1565          – Legaspi reported that the people  “…possess in common throughout these islands, swine, goats, hens of Castille, rice, millet, and in addition a great variety of excellent fruit. The people wear gold earrings, bracelets and necklets. Wherever we went we found a great display of these articles. People say that there are many mines and much pure gold, yet the natives do not extract it until the very day they need it; and even then, they take only the amount necessary for their use, thus making the earth their purse.

1566                -A Spaniard writing home to Seville recounted that our forebears held gold “in so little esteem that one chief gave 3 barachillas of gold dust for one string of hawk’s bells.”  Yes, barter may have been unfair exchange but if people were happy with what they got, all was “fair.”

1576-               Francisco Sande wrote to Madrid that people of the Philippines did not regard gold as currency although it was found in rich deposits and extracted with relative ease“There is no need for anyone to spend gold; for they catch fish which they eat; the wine is made from the palms which are very abundant; and from the same tree (coconut) they obtain also oil and vinegar. In the mountains there are wild boar, deer and buffalo, which they can kill, in any desired number. Rice, which is the bread of the country, grows in abundance. Therefore they are afflicted by no poverty.”

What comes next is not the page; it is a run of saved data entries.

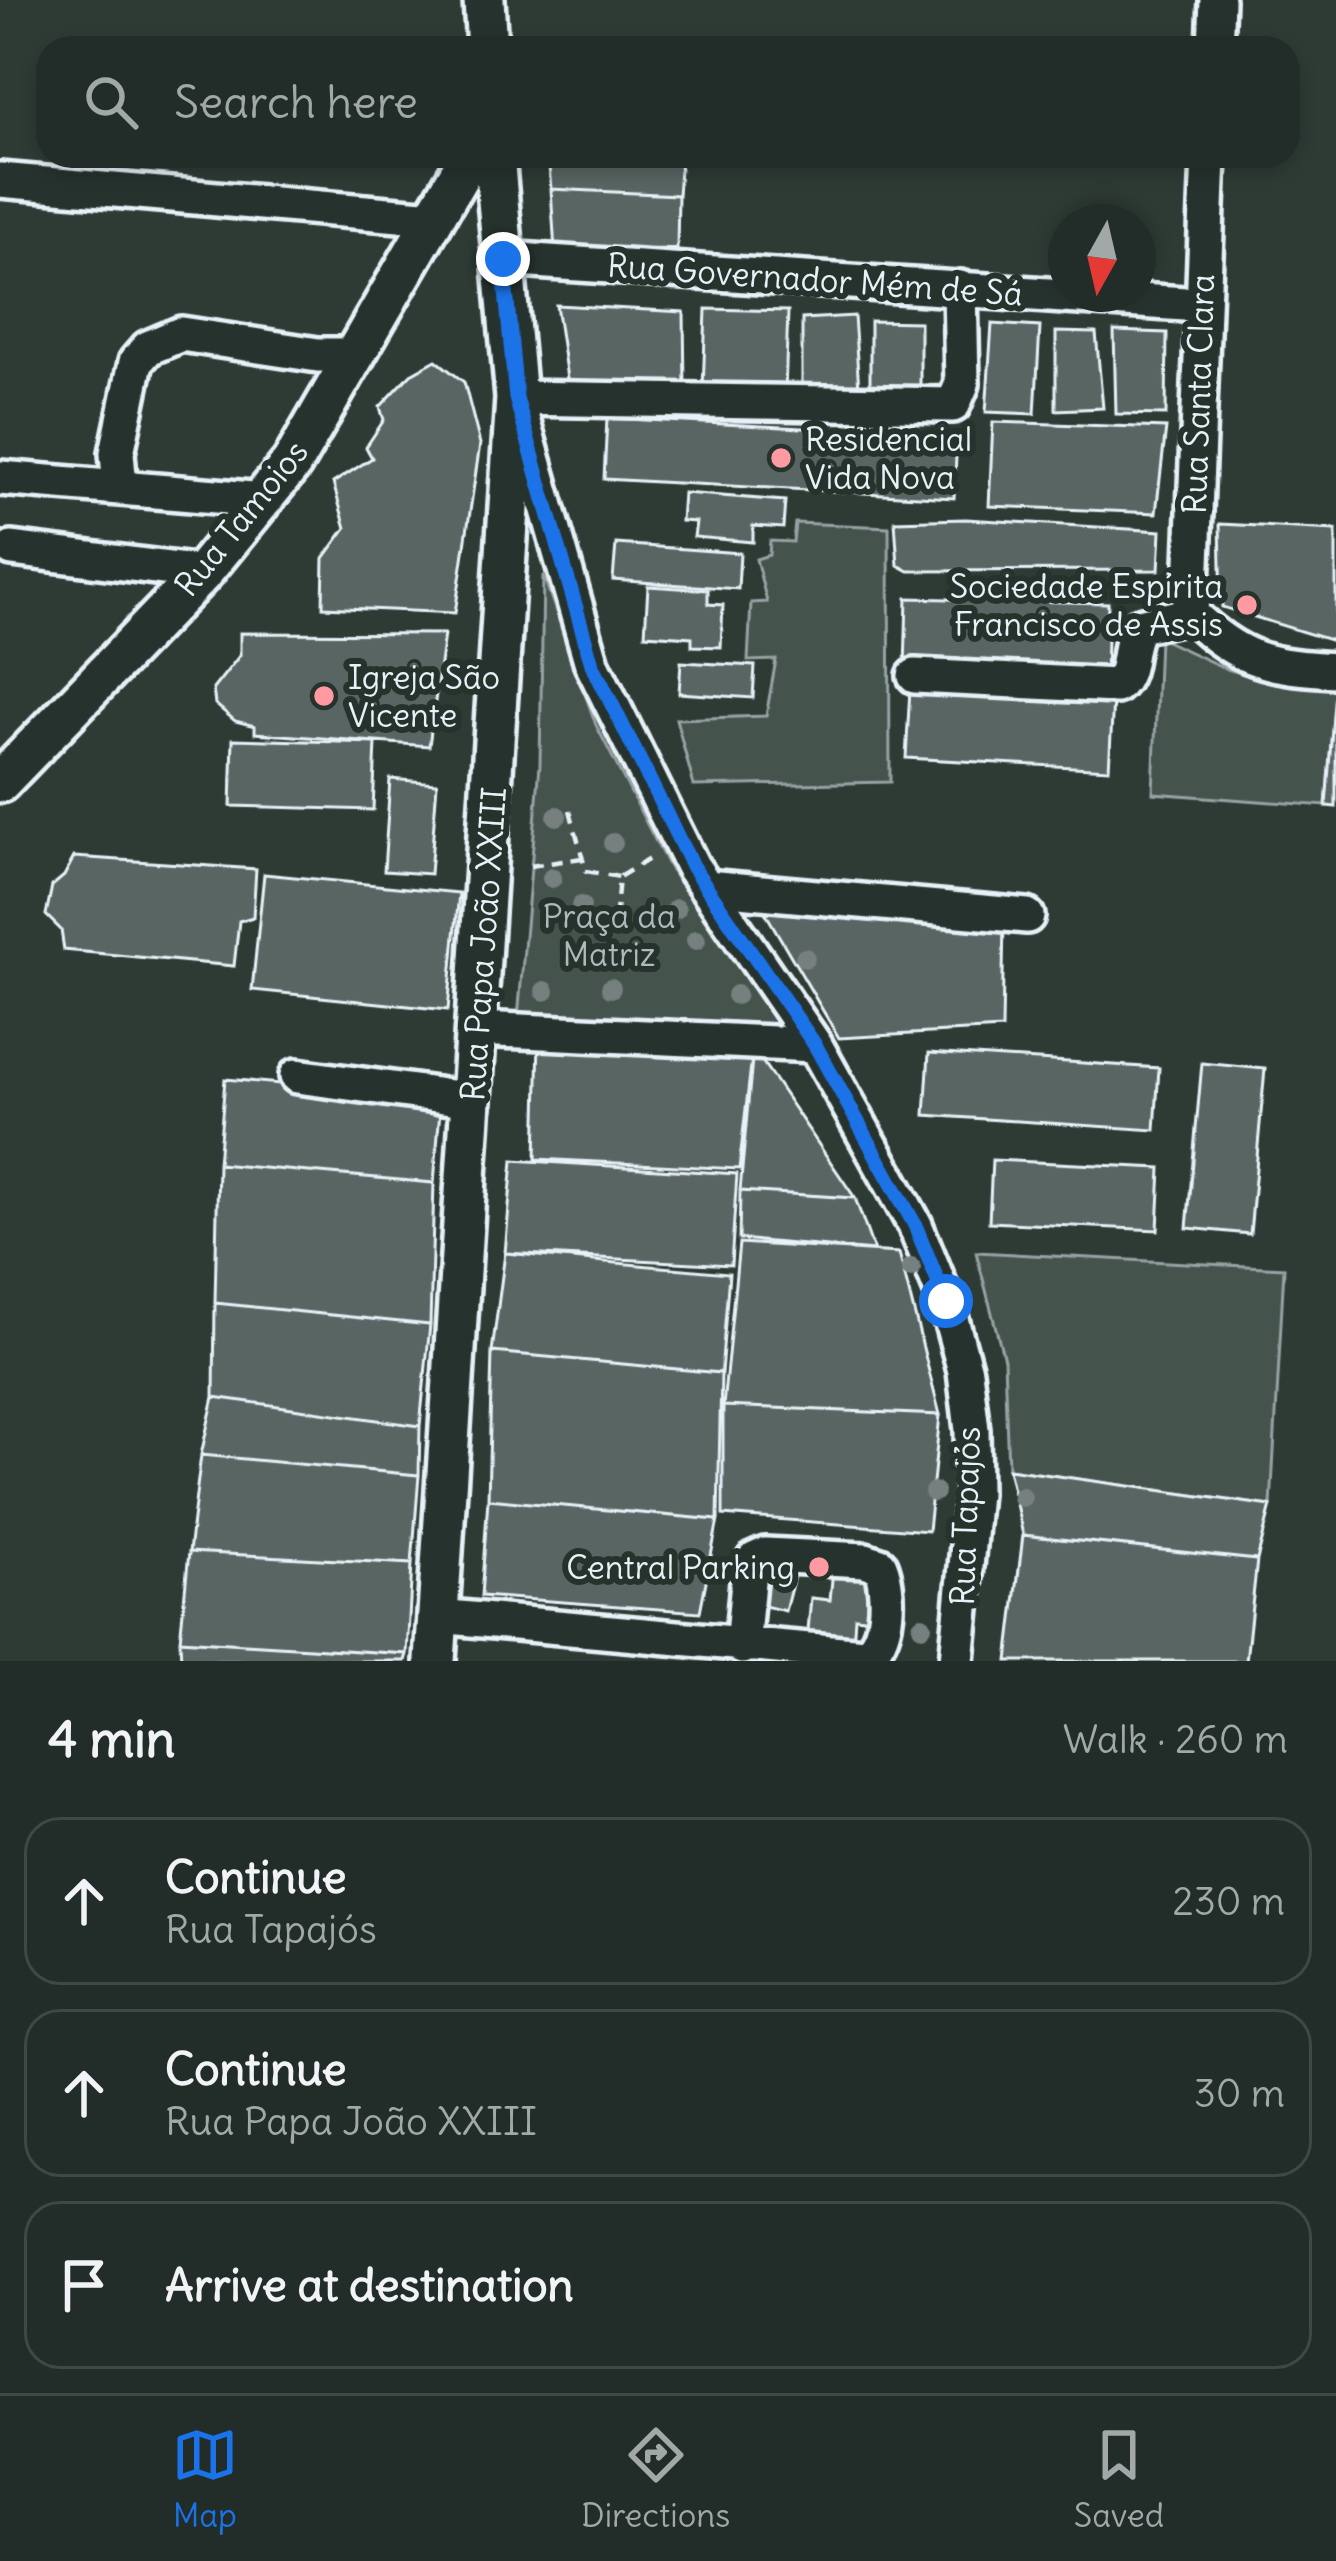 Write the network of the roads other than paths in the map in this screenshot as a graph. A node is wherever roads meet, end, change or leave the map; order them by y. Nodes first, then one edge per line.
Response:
1 (484, 0) edge
2 (1217, 0) edge
3 (486, 36) edge
4 (1216, 36) edge
5 (463, 168) edge
6 (495, 168) edge
7 (1208, 168) edge
8 (0, 180) edge
9 (434, 218) junction
10 (503, 259) junction
11 (960, 288) junction
12 (1200, 304) junction
13 (355, 355) junction
14 (516, 398) junction
15 (0, 478) edge
16 (120, 488) junction
17 (264, 500) junction
18 (12, 549) dead end
19 (202, 573) junction
20 (1190, 614) junction
21 (1336, 670) edge
22 (915, 676) dead end
23 (0, 782) edge
24 (706, 886) junction
25 (1027, 916) dead end
26 (478, 1030) junction
27 (815, 1045) junction
28 (297, 1076) dead end
29 (473, 1100) junction
30 (438, 1616) junction
31 (742, 1647) junction
32 (435, 1661) edge
33 (957, 1661) edge

1 - 3 main road
2 - 4 street
5 - 9 main road, Rua Tamoios
6 - 10 main road, Rua Papa João XXIII
7 - 12 street, Rua Santa Clara
8 - 9 street
9 - 13 main road, Rua Tamoios
10 - 11 street, Rua Governador Mém de Sá
10 - 14 main road, Rua Papa João XXIII
11 - 12 street, Rua Governador Mém de Sá
11 - 14 street
12 - 20 street, Rua Santa Clara
13 - 16 street
13 - 17 main road, Rua Tamoios
14 - 24 street, Rua Tapajós
14 - 26 main road, Rua Papa João XXIII
15 - 16 street
16 - 17 street
17 - 19 main road, Rua Tamoios
18 - 19 street
19 - 23 main road, Rua Tamoios
20 - 21 street
20 - 22 street
24 - 25 street
24 - 27 street, Rua Tapajós
26 - 27 street
26 - 29 main road, Rua Papa João XXIII
27 - 33 street, Rua Tapajós
28 - 29 street
29 - 30 main road, Rua Papa João XXIII
30 - 31 street
30 - 32 main road, Rua Papa João XXIII
31 - 31 street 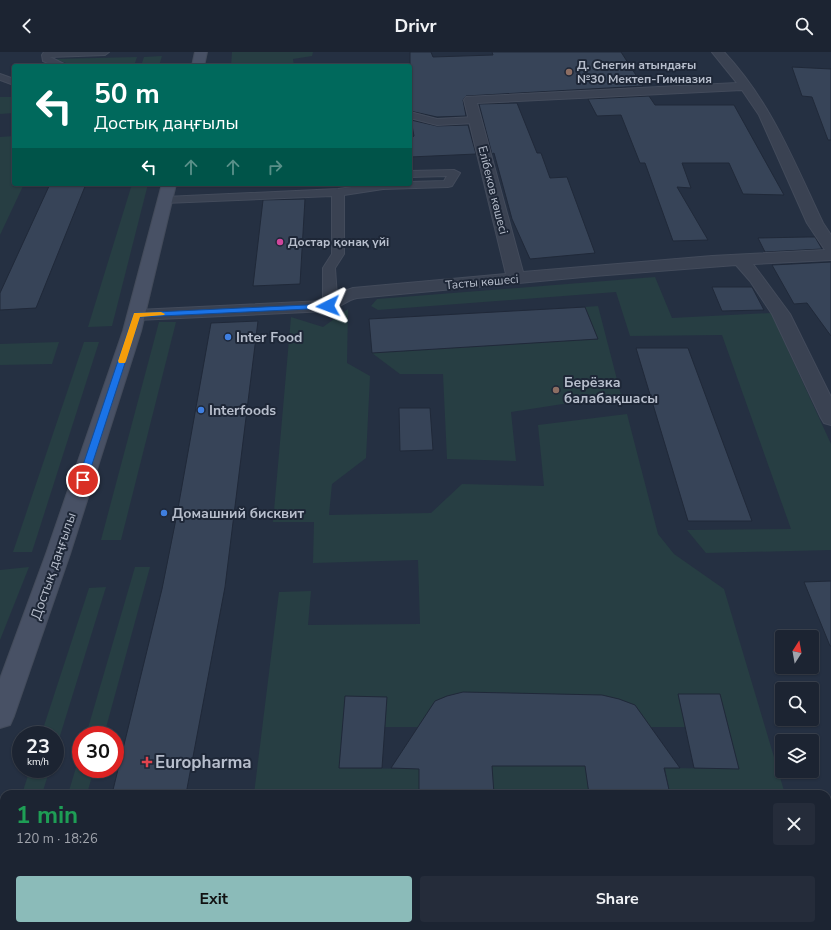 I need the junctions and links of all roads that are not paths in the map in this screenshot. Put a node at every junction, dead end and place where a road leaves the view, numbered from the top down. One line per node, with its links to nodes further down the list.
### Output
1 (106, 52): 4 (lane)
2 (201, 52): 6 (main road)
3 (718, 52): 9 (street)
4 (47, 53): 5 (lane)
5 (56, 64)
6 (198, 64)
7 (0, 77): 8 (lane)
8 (12, 81)
9 (745, 86): 11 (street, Елібеков көшесі); 18 (street)
10 (412, 116): 11 (lane)
11 (475, 120): 21 (street, Елібеков көшесі)
12 (412, 174): 13 (lane)
13 (412, 185)
14 (168, 186): 17 (main road, Достық даңғылы)
15 (377, 186): 16 (lane)
16 (338, 192): 17 (lane); 22 (lane)
17 (165, 200): 23 (main road, Достық даңғылы)
18 (831, 246)
19 (831, 255): 20 (street, Тасты көшесі)
20 (741, 260): 21 (street, Тасты көшесі); 24 (street)
21 (516, 279): 23 (street, Тасты көшесі)
22 (330, 297)
23 (136, 315): 25 (main road, Достық даңғылы)
24 (831, 418)
25 (0, 716) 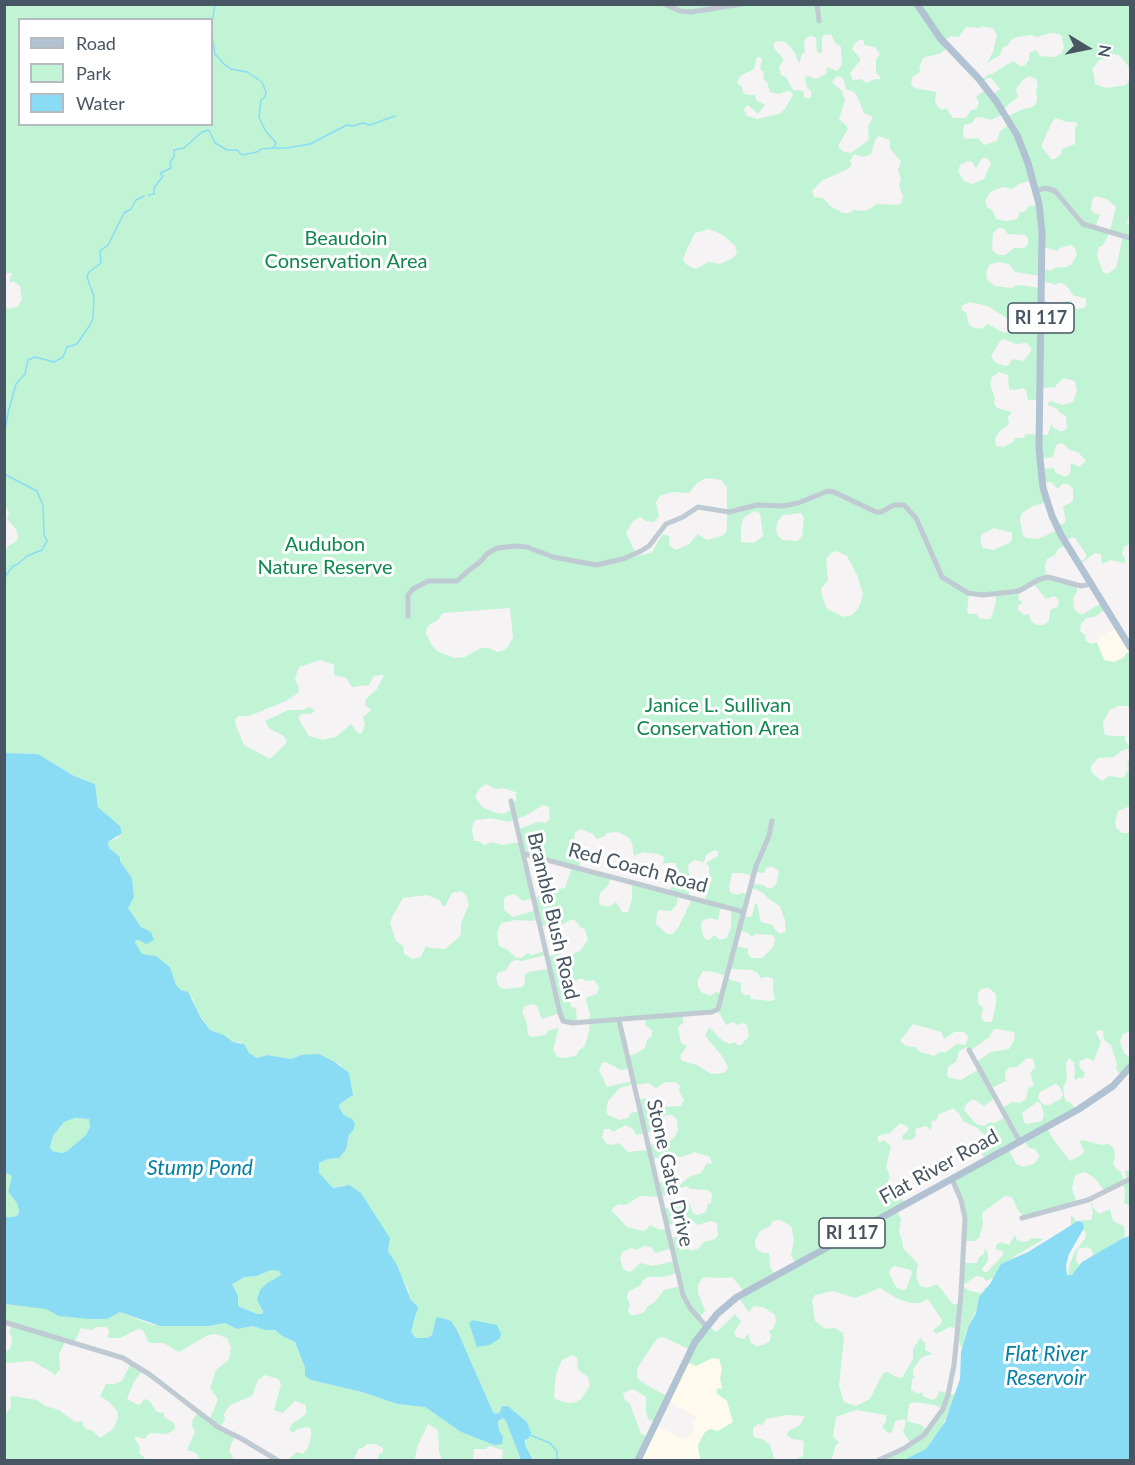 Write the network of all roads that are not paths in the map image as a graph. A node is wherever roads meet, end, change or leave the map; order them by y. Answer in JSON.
{"nodes":[{"id":1,"x":664,"y":4,"type":"edge"},
{"id":2,"x":742,"y":4,"type":"edge"},
{"id":3,"x":817,"y":4,"type":"edge"},
{"id":4,"x":917,"y":4,"type":"edge"},
{"id":5,"x":819,"y":21,"type":"dead end"},
{"id":6,"x":1036,"y":191,"type":"junction"},
{"id":7,"x":1131,"y":238,"type":"edge"},
{"id":8,"x":1092,"y":584,"type":"junction"},
{"id":9,"x":408,"y":616,"type":"dead end"},
{"id":10,"x":1131,"y":647,"type":"edge"},
{"id":11,"x":512,"y":801,"type":"dead end"},
{"id":12,"x":772,"y":820,"type":"dead end"},
{"id":13,"x":524,"y":854,"type":"junction"},
{"id":14,"x":744,"y":912,"type":"junction"},
{"id":15,"x":619,"y":1020,"type":"junction"},
{"id":16,"x":969,"y":1050,"type":"dead end"},
{"id":17,"x":1131,"y":1067,"type":"edge"},
{"id":18,"x":1020,"y":1142,"type":"junction"},
{"id":19,"x":952,"y":1179,"type":"junction"},
{"id":20,"x":1131,"y":1179,"type":"edge"},
{"id":21,"x":1022,"y":1218,"type":"dead end"},
{"id":22,"x":4,"y":1322,"type":"edge"},
{"id":23,"x":706,"y":1326,"type":"junction"},
{"id":24,"x":277,"y":1461,"type":"edge"},
{"id":25,"x":638,"y":1461,"type":"edge"},
{"id":26,"x":879,"y":1461,"type":"edge"}],
"edges":[{"from":1,"to":2,"type":"street"},
{"from":3,"to":5,"type":"street"},
{"from":4,"to":6,"type":"main road","number":"RI 117"},
{"from":6,"to":7,"type":"street"},
{"from":6,"to":8,"type":"main road","number":"RI 117"},
{"from":8,"to":9,"type":"street"},
{"from":8,"to":10,"type":"main road","number":"RI 117"},
{"from":11,"to":13,"type":"street","name":"Bramble Bush Road"},
{"from":12,"to":14,"type":"street","name":"Bramble Bush Road"},
{"from":13,"to":14,"type":"street","name":"Red Coach Road"},
{"from":13,"to":15,"type":"street","name":"Bramble Bush Road"},
{"from":14,"to":15,"type":"street","name":"Bramble Bush Road"},
{"from":15,"to":23,"type":"street","name":"Stone Gate Drive"},
{"from":16,"to":18,"type":"street"},
{"from":17,"to":18,"type":"main road","name":"Flat River Road","number":"RI 117"},
{"from":18,"to":19,"type":"main road","name":"Flat River Road","number":"RI 117"},
{"from":19,"to":23,"type":"main road","name":"Flat River Road","number":"RI 117"},
{"from":19,"to":26,"type":"street"},
{"from":20,"to":21,"type":"street"},
{"from":22,"to":24,"type":"street"},
{"from":23,"to":25,"type":"main road","name":"Flat River Road","number":"RI 117"}]} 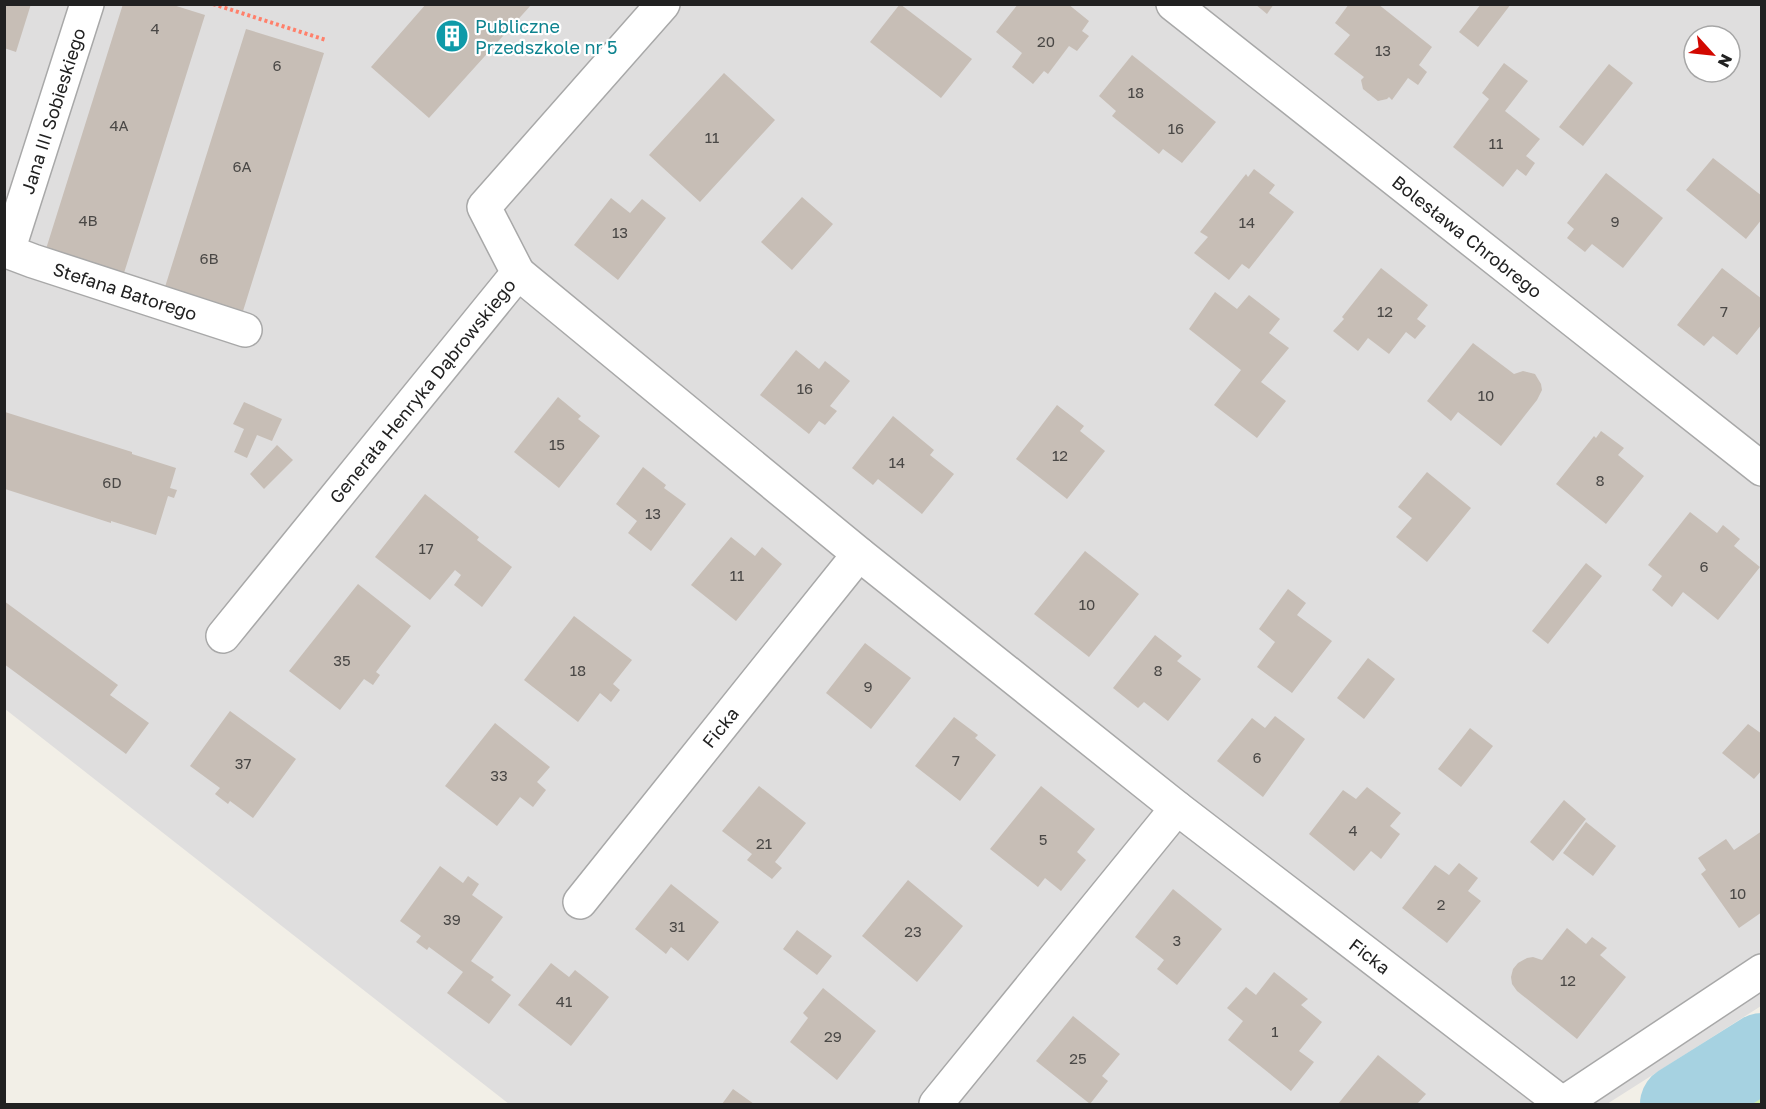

-Without poverty there was no scarcity mentality either. Legazpi had earlier reported that:

“They do not even try to become wealthy, nor do they care to accumulate wealth. When the chief possesses one or two pairs of earrings of very fine gold, two bracelets and a chain, he will not trouble himself to look for any more gold.”

1582                -It seems that more than gold was rice as some form of medium of exchange. Our ancestors were not worth their weight in gold but in rice given the subsistence economy then prevailing. Everything from a pig to a water buffalo would have a corresponding price in terms of rice. The basic unit was a bunch of rice stalks still heavy with the ripened grain tied up in bundles of uniform size and could normally be grasped in one hand. Later Spaniards called this a manojo of palay. An elaborate table of measures was used based on the number of such rice bundles and each measure had a fixed value.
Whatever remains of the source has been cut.